• _Task item_: Transcribe the records underneath word for word, and leave no line out.

*** Supplied records ***

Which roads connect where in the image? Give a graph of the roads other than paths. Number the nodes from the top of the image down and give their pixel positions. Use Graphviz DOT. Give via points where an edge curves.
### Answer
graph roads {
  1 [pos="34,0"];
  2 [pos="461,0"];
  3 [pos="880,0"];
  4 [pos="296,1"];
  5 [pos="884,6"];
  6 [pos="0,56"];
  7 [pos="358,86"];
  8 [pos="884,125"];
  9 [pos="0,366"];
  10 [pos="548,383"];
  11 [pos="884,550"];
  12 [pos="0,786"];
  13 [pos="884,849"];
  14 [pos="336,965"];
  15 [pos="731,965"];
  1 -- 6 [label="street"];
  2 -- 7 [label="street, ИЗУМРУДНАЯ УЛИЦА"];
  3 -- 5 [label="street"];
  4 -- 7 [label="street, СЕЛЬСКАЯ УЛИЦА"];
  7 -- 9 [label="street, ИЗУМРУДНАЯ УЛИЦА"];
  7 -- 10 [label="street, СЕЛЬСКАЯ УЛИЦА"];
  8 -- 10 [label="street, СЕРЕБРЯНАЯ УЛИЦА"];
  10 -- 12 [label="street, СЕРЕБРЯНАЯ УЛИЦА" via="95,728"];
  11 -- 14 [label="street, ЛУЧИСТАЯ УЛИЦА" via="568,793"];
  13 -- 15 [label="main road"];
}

*** End of Supplied records ***

• _Output of the task_:
Which roads connect where in the image? Give a graph of the roads other than paths. Number the nodes from the top of the image down and give their pixel positions. Use Graphviz DOT. Give via points where an edge curves.
### Answer
graph roads {
  1 [pos="34,0"];
  2 [pos="461,0"];
  3 [pos="880,0"];
  4 [pos="296,1"];
  5 [pos="884,6"];
  6 [pos="0,56"];
  7 [pos="358,86"];
  8 [pos="884,125"];
  9 [pos="0,366"];
  10 [pos="548,383"];
  11 [pos="884,550"];
  12 [pos="0,786"];
  13 [pos="884,849"];
  14 [pos="336,965"];
  15 [pos="731,965"];
  1 -- 6 [label="street"];
  2 -- 7 [label="street, ИЗУМРУДНАЯ УЛИЦА"];
  3 -- 5 [label="street"];
  4 -- 7 [label="street, СЕЛЬСКАЯ УЛИЦА"];
  7 -- 9 [label="street, ИЗУМРУДНАЯ УЛИЦА"];
  7 -- 10 [label="street, СЕЛЬСКАЯ УЛИЦА"];
  8 -- 10 [label="street, СЕРЕБРЯНАЯ УЛИЦА"];
  10 -- 12 [label="street, СЕРЕБРЯНАЯ УЛИЦА" via="95,728"];
  11 -- 14 [label="street, ЛУЧИСТАЯ УЛИЦА" via="568,793"];
  13 -- 15 [label="main road"];
}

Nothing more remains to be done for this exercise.